O que é o Benefício por Incapacidade Temporária?
O Benefício por Incapacidade Temporária é destinado ao segurado do INSS que está temporariamente incapacitado para o trabalho por motivo de doença ou acidente, mas com expectativa de recuperação.
Esse benefício é concedido após a realização de uma perícia médica do INSS, que avalia se o problema de saúde impede o exercício das funções habituais e por quanto tempo.
Exemplos comuns: fraturas, cirurgias, depressão moderada, hérnia de disco, entre outros quadros que exigem afastamento e tratamento, mas que permitem retorno ao trabalho após a recuperação.
O que é o Benefício por Incapacidade Permanente?

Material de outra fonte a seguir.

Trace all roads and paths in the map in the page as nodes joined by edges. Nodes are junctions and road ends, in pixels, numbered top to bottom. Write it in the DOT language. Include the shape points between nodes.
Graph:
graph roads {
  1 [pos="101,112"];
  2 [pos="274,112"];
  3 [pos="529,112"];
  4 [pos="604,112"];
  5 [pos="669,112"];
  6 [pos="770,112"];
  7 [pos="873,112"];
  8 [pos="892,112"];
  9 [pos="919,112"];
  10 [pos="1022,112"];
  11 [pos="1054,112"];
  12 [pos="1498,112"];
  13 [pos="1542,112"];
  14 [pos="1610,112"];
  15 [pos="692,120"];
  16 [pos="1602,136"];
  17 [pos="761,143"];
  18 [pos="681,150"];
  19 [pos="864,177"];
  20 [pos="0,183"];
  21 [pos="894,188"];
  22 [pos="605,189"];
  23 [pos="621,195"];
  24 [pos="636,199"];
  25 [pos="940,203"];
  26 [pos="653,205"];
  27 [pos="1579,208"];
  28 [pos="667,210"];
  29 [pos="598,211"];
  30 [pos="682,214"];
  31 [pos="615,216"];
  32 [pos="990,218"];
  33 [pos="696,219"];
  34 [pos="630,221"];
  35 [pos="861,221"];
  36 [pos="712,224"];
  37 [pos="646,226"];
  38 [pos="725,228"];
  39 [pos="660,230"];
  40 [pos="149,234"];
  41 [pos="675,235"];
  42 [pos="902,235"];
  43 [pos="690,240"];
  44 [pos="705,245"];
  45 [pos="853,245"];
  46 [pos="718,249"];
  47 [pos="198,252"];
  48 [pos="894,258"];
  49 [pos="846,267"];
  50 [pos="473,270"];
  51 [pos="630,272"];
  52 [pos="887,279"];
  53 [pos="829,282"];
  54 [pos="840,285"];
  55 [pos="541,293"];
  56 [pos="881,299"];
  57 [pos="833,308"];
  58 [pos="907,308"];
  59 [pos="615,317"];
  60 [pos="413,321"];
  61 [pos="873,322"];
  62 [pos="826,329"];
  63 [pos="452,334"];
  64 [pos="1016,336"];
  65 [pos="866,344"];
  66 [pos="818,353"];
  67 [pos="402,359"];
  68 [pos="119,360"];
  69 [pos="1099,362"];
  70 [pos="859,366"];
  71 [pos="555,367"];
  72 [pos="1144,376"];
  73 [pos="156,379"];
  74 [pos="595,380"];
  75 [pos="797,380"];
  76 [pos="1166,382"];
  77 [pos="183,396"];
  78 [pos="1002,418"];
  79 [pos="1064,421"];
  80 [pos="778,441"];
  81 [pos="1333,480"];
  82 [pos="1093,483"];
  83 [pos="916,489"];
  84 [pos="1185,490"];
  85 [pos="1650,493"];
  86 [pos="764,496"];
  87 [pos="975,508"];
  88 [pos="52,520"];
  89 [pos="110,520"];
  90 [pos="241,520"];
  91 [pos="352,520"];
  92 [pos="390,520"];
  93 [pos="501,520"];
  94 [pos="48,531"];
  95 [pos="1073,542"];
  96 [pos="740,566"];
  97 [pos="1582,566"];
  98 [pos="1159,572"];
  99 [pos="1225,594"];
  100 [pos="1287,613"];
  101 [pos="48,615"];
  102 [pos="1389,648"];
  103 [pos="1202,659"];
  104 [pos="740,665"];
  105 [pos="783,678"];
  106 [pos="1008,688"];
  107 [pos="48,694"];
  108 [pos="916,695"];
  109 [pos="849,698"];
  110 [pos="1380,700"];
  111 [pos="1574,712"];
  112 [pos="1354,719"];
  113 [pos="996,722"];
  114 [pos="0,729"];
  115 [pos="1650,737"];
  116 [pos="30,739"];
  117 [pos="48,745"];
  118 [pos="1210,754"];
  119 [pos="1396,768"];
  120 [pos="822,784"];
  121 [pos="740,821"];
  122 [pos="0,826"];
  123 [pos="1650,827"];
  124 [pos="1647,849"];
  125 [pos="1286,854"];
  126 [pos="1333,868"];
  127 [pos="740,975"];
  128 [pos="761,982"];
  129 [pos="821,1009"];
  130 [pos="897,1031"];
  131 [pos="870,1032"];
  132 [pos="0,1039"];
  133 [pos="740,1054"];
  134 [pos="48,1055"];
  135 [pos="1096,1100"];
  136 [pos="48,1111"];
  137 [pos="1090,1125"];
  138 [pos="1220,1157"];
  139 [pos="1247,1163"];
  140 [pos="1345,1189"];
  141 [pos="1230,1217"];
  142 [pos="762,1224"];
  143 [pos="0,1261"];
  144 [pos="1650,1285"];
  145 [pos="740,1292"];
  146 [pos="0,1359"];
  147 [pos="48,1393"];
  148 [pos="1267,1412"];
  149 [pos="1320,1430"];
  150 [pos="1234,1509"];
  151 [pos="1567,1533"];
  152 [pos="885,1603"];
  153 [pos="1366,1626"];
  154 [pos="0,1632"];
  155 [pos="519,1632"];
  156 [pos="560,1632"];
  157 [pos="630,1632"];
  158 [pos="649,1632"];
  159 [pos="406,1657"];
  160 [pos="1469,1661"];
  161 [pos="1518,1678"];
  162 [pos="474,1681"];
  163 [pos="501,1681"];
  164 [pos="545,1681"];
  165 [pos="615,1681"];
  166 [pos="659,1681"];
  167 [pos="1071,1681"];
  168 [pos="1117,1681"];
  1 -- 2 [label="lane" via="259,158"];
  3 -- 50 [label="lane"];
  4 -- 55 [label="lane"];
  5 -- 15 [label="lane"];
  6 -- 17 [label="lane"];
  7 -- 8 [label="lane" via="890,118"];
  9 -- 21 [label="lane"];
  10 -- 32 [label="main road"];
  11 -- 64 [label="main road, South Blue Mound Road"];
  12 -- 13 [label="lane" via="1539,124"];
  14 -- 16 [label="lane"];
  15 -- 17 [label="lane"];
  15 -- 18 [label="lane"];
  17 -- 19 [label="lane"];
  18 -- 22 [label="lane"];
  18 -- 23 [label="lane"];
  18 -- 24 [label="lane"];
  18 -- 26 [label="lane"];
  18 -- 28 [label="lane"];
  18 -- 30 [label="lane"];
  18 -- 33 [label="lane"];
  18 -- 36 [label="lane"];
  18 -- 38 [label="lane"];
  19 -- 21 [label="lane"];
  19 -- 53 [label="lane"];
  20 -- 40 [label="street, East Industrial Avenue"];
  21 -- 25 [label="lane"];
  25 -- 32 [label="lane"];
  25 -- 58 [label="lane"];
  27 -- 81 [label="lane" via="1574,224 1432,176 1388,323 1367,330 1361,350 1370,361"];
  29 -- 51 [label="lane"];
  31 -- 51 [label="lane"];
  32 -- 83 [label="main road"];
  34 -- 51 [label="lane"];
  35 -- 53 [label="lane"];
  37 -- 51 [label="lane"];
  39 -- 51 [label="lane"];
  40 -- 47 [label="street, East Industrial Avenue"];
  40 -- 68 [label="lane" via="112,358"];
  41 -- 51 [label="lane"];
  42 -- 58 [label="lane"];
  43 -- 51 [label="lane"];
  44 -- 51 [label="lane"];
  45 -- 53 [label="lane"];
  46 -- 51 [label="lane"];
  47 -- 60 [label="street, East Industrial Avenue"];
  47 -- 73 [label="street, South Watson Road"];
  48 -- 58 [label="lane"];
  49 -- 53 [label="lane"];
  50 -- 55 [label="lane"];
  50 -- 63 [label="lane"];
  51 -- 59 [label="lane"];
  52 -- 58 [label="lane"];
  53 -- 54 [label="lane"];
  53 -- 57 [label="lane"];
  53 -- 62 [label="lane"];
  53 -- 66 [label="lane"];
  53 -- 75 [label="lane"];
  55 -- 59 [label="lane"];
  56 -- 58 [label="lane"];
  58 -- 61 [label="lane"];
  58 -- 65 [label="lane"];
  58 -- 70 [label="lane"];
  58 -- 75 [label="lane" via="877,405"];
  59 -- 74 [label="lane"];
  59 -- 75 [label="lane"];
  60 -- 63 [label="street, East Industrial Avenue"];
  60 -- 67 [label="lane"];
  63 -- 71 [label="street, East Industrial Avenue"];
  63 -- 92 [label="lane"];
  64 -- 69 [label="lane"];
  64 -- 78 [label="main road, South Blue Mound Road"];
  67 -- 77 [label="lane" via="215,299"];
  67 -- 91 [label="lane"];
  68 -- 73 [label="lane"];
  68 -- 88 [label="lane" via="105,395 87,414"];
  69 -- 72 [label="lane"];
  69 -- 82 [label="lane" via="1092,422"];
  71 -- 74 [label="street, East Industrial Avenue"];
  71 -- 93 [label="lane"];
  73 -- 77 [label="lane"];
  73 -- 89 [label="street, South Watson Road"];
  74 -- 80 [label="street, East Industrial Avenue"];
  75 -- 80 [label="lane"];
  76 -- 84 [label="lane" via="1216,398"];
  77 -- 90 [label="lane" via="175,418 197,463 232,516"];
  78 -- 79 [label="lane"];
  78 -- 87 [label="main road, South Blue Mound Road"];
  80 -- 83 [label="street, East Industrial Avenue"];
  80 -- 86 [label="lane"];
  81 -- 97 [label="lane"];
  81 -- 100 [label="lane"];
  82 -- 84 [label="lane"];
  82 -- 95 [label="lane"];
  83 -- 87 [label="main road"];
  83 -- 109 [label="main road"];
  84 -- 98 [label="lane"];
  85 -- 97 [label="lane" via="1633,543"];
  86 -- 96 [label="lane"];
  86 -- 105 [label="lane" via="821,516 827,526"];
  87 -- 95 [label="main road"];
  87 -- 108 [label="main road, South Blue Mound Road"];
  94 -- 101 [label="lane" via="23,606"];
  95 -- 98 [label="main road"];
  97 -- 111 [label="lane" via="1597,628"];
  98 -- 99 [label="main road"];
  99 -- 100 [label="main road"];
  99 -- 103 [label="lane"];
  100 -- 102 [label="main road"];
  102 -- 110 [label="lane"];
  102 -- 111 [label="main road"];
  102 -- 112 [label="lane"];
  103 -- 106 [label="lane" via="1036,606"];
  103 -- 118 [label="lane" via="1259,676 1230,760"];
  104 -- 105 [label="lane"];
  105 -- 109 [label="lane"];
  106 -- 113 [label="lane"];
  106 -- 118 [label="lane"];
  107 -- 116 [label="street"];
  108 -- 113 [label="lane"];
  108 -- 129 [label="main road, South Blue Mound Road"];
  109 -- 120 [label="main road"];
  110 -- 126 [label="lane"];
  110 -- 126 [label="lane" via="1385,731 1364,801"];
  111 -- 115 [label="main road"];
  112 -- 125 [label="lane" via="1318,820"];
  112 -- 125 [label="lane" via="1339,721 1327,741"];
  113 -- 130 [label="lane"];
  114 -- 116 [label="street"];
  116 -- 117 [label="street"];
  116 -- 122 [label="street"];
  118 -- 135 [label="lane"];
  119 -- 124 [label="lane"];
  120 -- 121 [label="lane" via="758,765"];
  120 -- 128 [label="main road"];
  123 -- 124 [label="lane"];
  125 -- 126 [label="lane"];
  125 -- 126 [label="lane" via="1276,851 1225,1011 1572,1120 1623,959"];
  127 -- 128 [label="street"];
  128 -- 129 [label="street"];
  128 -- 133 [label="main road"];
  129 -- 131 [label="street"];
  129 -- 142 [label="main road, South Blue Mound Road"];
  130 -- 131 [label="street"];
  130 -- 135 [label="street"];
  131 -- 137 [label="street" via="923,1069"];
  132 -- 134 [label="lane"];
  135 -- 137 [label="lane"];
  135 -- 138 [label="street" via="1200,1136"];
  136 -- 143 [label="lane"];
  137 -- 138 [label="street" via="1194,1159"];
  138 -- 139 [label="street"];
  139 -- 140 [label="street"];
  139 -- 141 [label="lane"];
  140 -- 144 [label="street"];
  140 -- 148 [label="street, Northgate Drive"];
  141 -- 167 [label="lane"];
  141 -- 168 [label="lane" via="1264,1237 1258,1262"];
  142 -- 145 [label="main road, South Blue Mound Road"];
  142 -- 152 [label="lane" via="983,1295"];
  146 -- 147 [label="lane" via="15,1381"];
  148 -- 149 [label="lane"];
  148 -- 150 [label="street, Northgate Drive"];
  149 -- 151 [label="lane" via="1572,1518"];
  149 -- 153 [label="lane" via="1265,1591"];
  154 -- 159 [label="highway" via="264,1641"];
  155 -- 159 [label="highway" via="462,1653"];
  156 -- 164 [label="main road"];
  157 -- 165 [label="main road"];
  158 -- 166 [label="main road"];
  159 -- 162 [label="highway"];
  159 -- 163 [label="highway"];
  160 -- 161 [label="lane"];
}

Já o Benefício por Incapacidade Permanente é concedido quando a pessoa se encontra incapacitada de forma total e definitiva para o trabalho, sem possibilidade de reabilitação em qualquer outra atividade profissional.
Esse benefício substitui a antiga aposentadoria por invalidez e, como no caso anterior, também depende da realização da perícia médica oficial do INSS.
Nesses casos, o perito avalia se há chances reais de reinserção no mercado, mesmo em funções diferentes. Se não houver, o benefício é concedido de forma permanente (embora esteja sujeito a revisões periódicas, conforme o caso).
Quem decide se a incapacidade é temporária ou permanente?
Essa é uma das dúvidas mais frequentes. Muitos segurados acreditam que o laudo do seu médico particular define o tipo de benefício que será recebido. Porém, quem tem a palavra final é o INSS, com base na perícia médica oficial.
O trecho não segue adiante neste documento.